■ **WHAT TO PRODUCE**
Hand back the entries exactly as written, minus every picture.

(Source records)
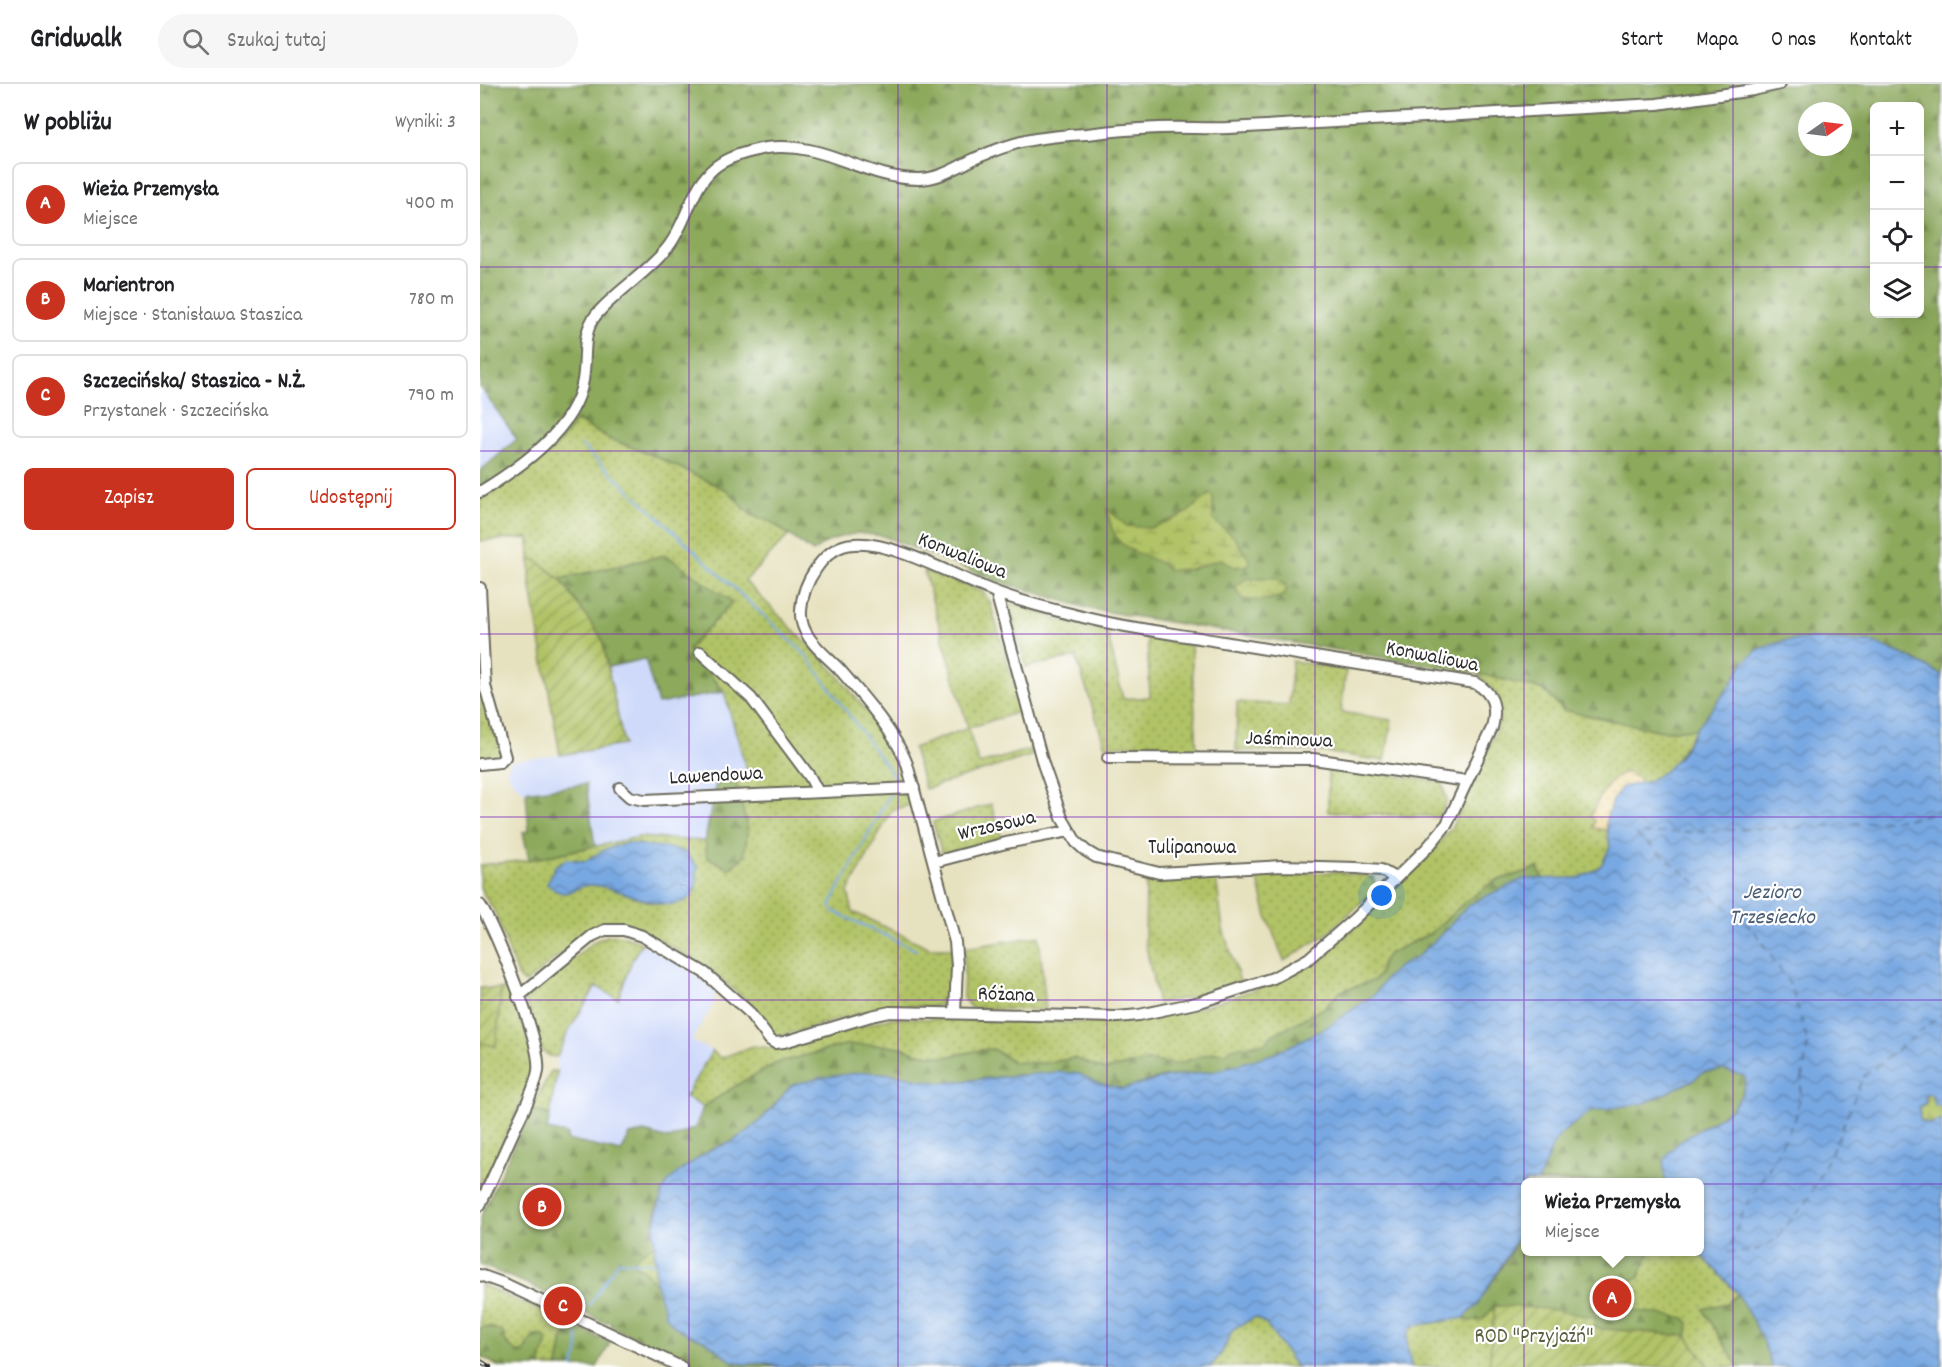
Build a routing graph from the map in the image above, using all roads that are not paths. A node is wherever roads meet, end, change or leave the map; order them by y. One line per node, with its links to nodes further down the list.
1 (1780, 84): 2 (street)
2 (480, 492)
3 (480, 588): 7 (street)
4 (996, 592): 8 (street, Konwaliowa); 10 (street, Konwaliowa); 12 (street, Tulipanowa)
5 (700, 652): 11 (street, Lawendowa)
6 (1108, 758): 8 (street, Jaśminowa)
7 (480, 765)
8 (1467, 781): 14 (street, Różana)
9 (620, 788): 11 (street, Lawendowa)
10 (914, 788): 11 (street, Lawendowa); 13 (street, Konwaliowa)
11 (818, 792)
12 (1069, 831): 13 (street, Wrzosowa); 14 (street, Tulipanowa)
13 (934, 862): 17 (street, Konwaliowa)
14 (1395, 878): 17 (street, Różana)
15 (480, 905): 16 (street)
16 (518, 997): 17 (street, Różana); 18 (street)
17 (955, 1013)
18 (480, 1205)
19 (480, 1275): 20 (street)
20 (681, 1367)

■ **ANSWER SPACE**
Build a routing graph from the map in the image above, using all roads that are not paths. A node is wherever roads meet, end, change or leave the map; order them by y. One line per node, with its links to nodes further down the list.
1 (1780, 84): 2 (street)
2 (480, 492)
3 (480, 588): 7 (street)
4 (996, 592): 8 (street, Konwaliowa); 10 (street, Konwaliowa); 12 (street, Tulipanowa)
5 (700, 652): 11 (street, Lawendowa)
6 (1108, 758): 8 (street, Jaśminowa)
7 (480, 765)
8 (1467, 781): 14 (street, Różana)
9 (620, 788): 11 (street, Lawendowa)
10 (914, 788): 11 (street, Lawendowa); 13 (street, Konwaliowa)
11 (818, 792)
12 (1069, 831): 13 (street, Wrzosowa); 14 (street, Tulipanowa)
13 (934, 862): 17 (street, Konwaliowa)
14 (1395, 878): 17 (street, Różana)
15 (480, 905): 16 (street)
16 (518, 997): 17 (street, Różana); 18 (street)
17 (955, 1013)
18 (480, 1205)
19 (480, 1275): 20 (street)
20 (681, 1367)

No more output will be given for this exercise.